> **WORK REQUIRED**
Could you output every record below exactly, leaving out the pictures?

> **DATA SUPPLIED**
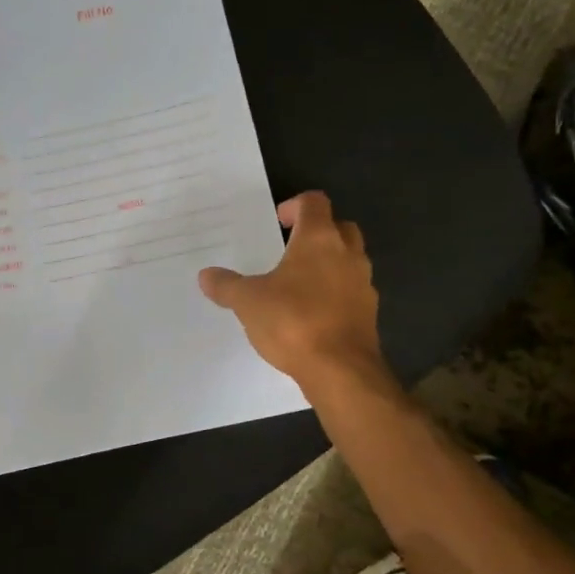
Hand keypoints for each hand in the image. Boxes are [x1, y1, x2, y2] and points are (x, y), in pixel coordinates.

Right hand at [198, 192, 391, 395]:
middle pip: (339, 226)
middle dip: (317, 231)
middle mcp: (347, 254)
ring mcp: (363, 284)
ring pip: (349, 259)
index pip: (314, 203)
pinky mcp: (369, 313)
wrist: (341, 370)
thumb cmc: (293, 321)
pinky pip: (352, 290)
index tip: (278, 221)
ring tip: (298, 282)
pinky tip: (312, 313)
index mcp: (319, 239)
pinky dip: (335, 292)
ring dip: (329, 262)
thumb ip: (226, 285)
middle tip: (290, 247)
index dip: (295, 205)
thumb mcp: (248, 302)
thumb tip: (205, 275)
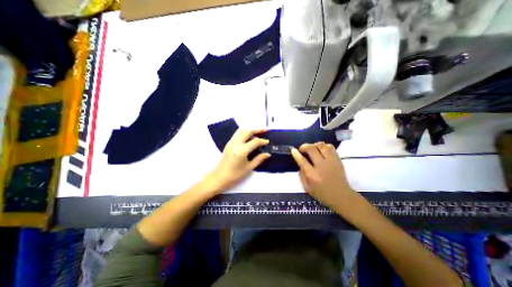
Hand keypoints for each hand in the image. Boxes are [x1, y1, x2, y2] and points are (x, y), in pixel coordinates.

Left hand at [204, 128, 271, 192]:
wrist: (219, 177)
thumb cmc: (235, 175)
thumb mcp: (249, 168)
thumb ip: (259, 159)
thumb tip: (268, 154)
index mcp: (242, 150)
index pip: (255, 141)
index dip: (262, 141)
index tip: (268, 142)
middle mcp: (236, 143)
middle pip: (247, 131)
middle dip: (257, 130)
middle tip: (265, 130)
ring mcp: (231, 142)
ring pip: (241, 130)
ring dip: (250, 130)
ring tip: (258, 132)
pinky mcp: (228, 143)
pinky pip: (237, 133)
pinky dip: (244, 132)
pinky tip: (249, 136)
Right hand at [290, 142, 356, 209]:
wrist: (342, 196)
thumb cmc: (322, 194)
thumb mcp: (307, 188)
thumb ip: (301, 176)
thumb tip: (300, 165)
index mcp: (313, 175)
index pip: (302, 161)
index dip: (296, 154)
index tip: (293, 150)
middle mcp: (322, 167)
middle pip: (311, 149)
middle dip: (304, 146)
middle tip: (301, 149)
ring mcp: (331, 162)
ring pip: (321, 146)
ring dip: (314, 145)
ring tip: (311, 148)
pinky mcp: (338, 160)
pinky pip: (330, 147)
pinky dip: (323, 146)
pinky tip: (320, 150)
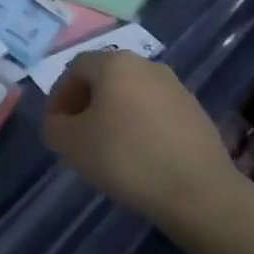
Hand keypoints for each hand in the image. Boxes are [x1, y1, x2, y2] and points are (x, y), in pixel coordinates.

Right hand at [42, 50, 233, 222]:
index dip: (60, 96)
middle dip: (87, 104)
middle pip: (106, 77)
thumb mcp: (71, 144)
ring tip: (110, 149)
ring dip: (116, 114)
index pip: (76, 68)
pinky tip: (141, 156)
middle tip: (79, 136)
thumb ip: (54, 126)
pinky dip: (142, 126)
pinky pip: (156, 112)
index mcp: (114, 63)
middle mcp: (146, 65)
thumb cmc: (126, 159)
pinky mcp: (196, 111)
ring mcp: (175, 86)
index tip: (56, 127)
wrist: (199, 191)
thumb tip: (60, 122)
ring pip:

> **RESPONSE AREA**
Hand keypoints for each hand in the image. Boxes are [x1, y1, x2, y2] and points are (x, y), in pixel coordinates.

Right hand at [198, 192, 391, 395]:
middle pip: (339, 226)
middle dip: (317, 231)
middle mcp: (347, 254)
ring mcp: (363, 284)
ring pip: (349, 259)
index pip: (314, 203)
pinky mcp: (369, 313)
wrist: (341, 370)
thumb cmc: (293, 321)
pinky pip: (352, 290)
index tip: (278, 221)
ring tip: (298, 282)
pinky tip: (312, 313)
index mcp: (319, 239)
pinky dip: (335, 292)
ring dip: (329, 262)
thumb ip: (226, 285)
middle tip: (290, 247)
index dip: (295, 205)
thumb mcp: (248, 302)
thumb tip: (205, 275)
Hand keypoints for each hand in the image. Boxes are [x1, y1, x2, y2] and points are (x, y), in pixel coordinates.

Left hand at [204, 128, 271, 192]:
wrist: (219, 177)
thumb cmc: (235, 175)
thumb mcp: (249, 168)
thumb ip: (259, 159)
thumb tip: (268, 154)
index mcp: (242, 150)
index pip: (255, 141)
index dip: (262, 141)
index tip: (268, 142)
middle mcp: (236, 143)
middle pip: (247, 131)
middle dip: (257, 130)
middle tip: (265, 130)
ring mcp: (231, 142)
ring pip: (241, 130)
ring dip: (250, 130)
ring tip: (258, 132)
pinky mcp: (228, 143)
pinky pip: (237, 133)
pinky dip: (244, 132)
pinky tip: (249, 136)
Right hand at [290, 142, 356, 209]:
wrist: (342, 196)
thumb cmc: (322, 194)
thumb mcp: (307, 188)
thumb ip: (301, 176)
thumb tip: (300, 165)
index mcp: (313, 175)
index pip: (302, 161)
index dip: (296, 154)
index tip: (293, 150)
middle mcp: (322, 167)
middle pip: (311, 149)
middle dip: (304, 146)
middle tip: (301, 149)
ring mcp: (331, 162)
ring pip: (321, 146)
ring dip: (314, 145)
ring tip: (311, 148)
pinky mcp: (338, 160)
pinky pip: (330, 147)
pinky dip: (323, 146)
pinky tip: (320, 150)
Hand keypoints for each hand in the image. Boxes are [x1, y1, x2, y2] and points are (x, y), in pixel coordinates.

Right hand at [42, 50, 233, 222]:
index dip: (60, 96)
middle dip: (87, 104)
middle pip: (106, 77)
thumb mcp: (71, 144)
ring tip: (110, 149)
ring dip: (116, 114)
index pip: (76, 68)
pinky tip: (141, 156)
middle tip: (79, 136)
thumb ip: (54, 126)
pinky dip: (142, 126)
pinky pip: (156, 112)
index mcp: (114, 63)
middle mcp: (146, 65)
thumb cmc: (126, 159)
pinky mcp: (196, 111)
ring mcp: (175, 86)
index tip: (56, 127)
wrist: (199, 191)
thumb tip: (60, 122)
ring pip:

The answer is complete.